A glance at the website pages of the theoretical mechanics section provides perhaps the best evidence, for the layman, of how mathematics is at the heart of the lives we lead. Solid mechanics deals with composite materials and fracture mechanics; fluid mechanics handles acoustics, convection and plasma dynamics; and mathematical biology, a particular growth area over recent years, uses differential equations and modelling methods to predict the growth and treatment of tumours.

After graduating, many of Nottingham's PhDs move into the commercial world or public sector. "A significant proportion of our PhDs embark on careers in finance and IT," says Martin Lindsay, the school's postgraduate student adviser. "Statistics PhDs are particularly in demand from the pharmaceutical industry, and our number theory PhDs often go into cryptography, for banks or the Government Communications Headquarters." However, many stay inside the academic world, undertaking post-doctoral work either in the UK or abroad.

But it can also be worth looking outside university maths departments. Warwick University Business School, for example, has launched a new MSc in finance, which may appeal to maths graduates who fancy a career in investment banking or corporate finance.

Running the course is Professor Gordon Gemmill, who thinks the 12-month masters will appeal to people "slightly less nerdish" than those attracted to the existing MSc in financial maths.
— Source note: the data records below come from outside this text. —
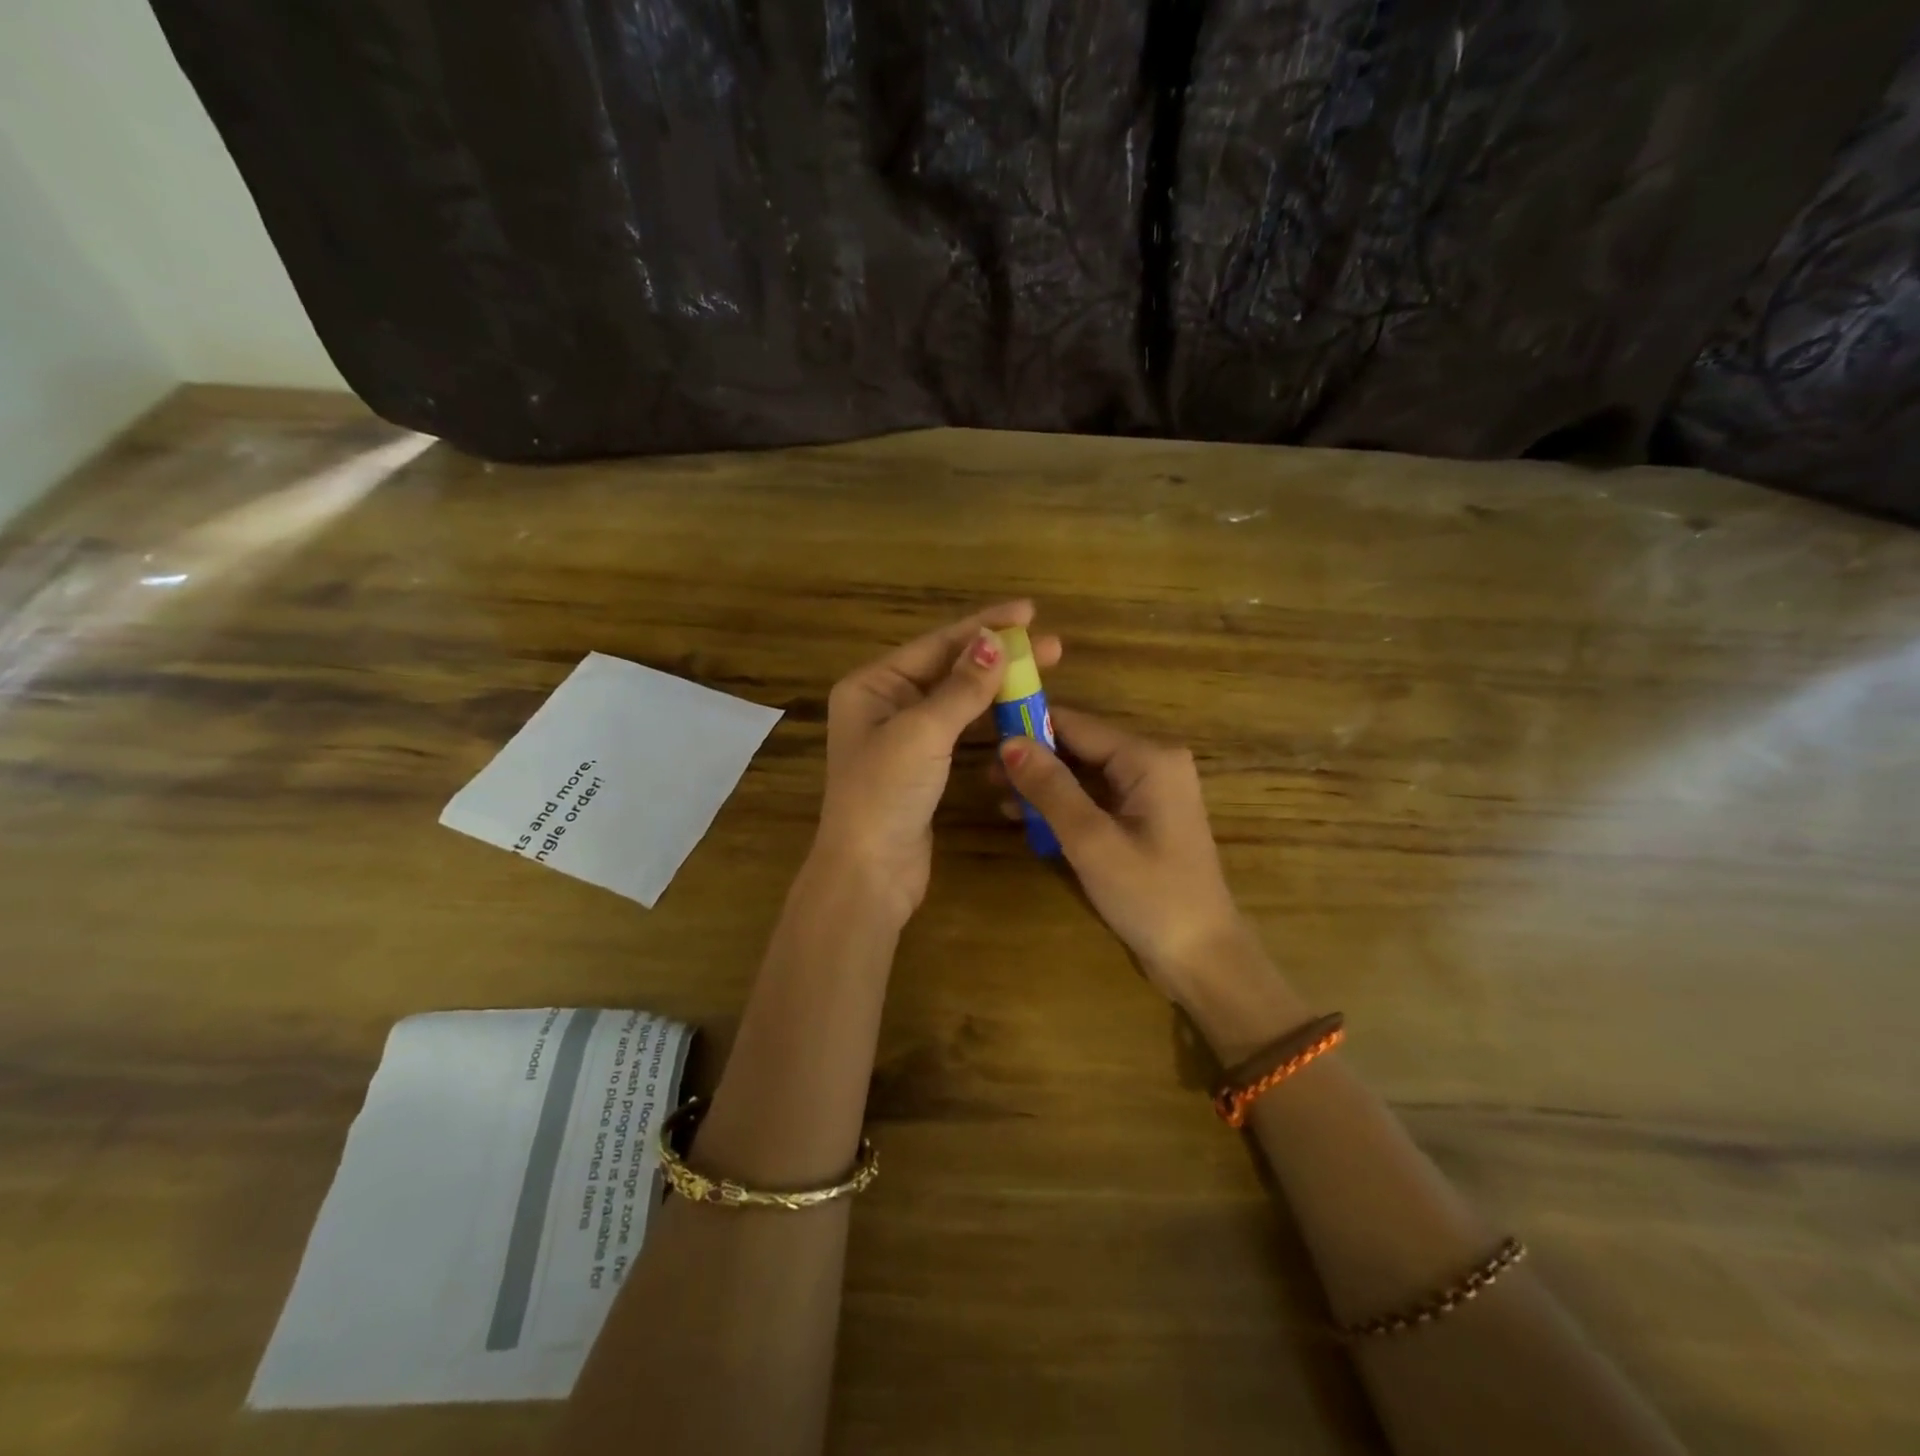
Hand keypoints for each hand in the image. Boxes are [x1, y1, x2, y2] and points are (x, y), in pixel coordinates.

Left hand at [816, 601, 1061, 925]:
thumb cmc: (885, 793)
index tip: (1030, 613)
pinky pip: (960, 728)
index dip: (985, 625)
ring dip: (998, 686)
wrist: (870, 872)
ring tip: (1044, 672)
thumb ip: (961, 687)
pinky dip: (988, 717)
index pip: (936, 644)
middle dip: (998, 655)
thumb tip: (993, 640)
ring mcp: (904, 735)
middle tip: (1052, 647)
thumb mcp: (923, 732)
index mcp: (872, 685)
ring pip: (958, 699)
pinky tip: (1018, 708)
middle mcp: (885, 703)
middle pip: (949, 668)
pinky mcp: (923, 765)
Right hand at [994, 707, 1245, 994]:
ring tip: (1000, 800)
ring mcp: (1151, 791)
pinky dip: (1065, 805)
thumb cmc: (1150, 896)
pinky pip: (1097, 797)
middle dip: (1034, 760)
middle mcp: (1154, 762)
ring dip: (1045, 785)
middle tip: (986, 779)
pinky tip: (1031, 821)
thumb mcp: (1092, 840)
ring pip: (1085, 772)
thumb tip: (1008, 742)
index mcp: (1149, 758)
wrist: (1202, 957)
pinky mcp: (1145, 817)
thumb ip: (1050, 788)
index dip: (1028, 727)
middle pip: (1080, 746)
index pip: (1076, 724)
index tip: (984, 736)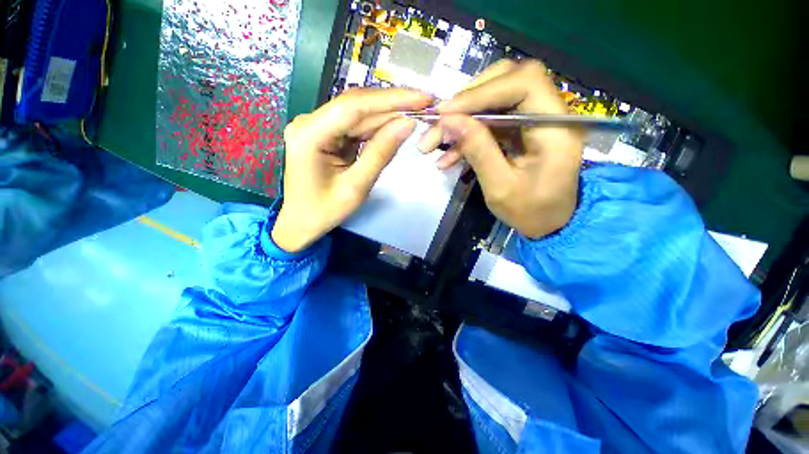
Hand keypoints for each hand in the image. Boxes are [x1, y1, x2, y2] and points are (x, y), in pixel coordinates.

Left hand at [272, 88, 432, 251]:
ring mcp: (317, 126)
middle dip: (393, 105)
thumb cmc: (324, 211)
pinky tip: (397, 125)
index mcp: (309, 134)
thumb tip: (407, 124)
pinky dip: (377, 127)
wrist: (301, 222)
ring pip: (358, 114)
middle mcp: (309, 122)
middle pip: (357, 106)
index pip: (354, 106)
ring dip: (388, 114)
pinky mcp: (326, 134)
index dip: (391, 99)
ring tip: (417, 112)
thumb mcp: (356, 186)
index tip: (423, 98)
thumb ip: (380, 153)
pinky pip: (355, 126)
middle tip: (426, 104)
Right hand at [417, 59, 582, 237]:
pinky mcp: (520, 130)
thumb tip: (449, 120)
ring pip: (493, 101)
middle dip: (467, 102)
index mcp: (556, 127)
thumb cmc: (530, 211)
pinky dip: (466, 135)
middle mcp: (549, 114)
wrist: (547, 223)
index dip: (481, 91)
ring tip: (433, 144)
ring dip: (460, 121)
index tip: (446, 113)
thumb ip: (478, 151)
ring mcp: (533, 120)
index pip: (523, 83)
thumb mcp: (500, 187)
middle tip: (439, 124)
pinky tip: (447, 155)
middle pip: (506, 82)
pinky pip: (489, 121)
"This course will be more general, but nevertheless intellectually challenging," he explains. Students will learn about valuing assets, managing funds in portfolios, and international finance.

Gemmill thinks the job market for people with the new qualification is healthy and much stronger than it was a year ago. It'll need to be, given the fees: £15,000 for a 12-month course.

However, if none of the above appeals, your time and expertise could well be profitably and rewardingly spent as a school teacher. Maths remains a shortage subject, and after a one-year PGCE, progression in seniority and financial terms can be very speedy. But it is not the job for everybody. A day spent at your local comprehensive, observing lessons, will help you make your decision.

Liz Jones, principal statistician for the global biopharmaceutical company UCB: 'My MSc brought me more respect with colleagues'

My first degree was via a four-year BSc statistics sandwich course at Bath University. After graduation in 1991 and a year travelling, I started work as a statistician with Smith Kline Beecham. As many of my peers there had further qualifications, I investigated ways of acquiring a postgraduate qualification myself. I found a distance learning Masters course at Sheffield Hallam University. Over two years, I completed 12 coursework modules, one dissertation, and went to Sheffield three times to sit exams. In 1995, I received my MSc in applied statistics.

I don't really know whether the second degree was that useful in teaching me new skills for my job, but I'm still very glad I did it. It probably brought me more initial respect as a junior statistician with colleagues outside the statistics department. It was also useful to have the overlap of study and work - to apply techniques learned at work to my course, and vice versa.

In my 13 years as a statistician, I've worked in different companies within the pharmaceutical sector and smaller biotec firms.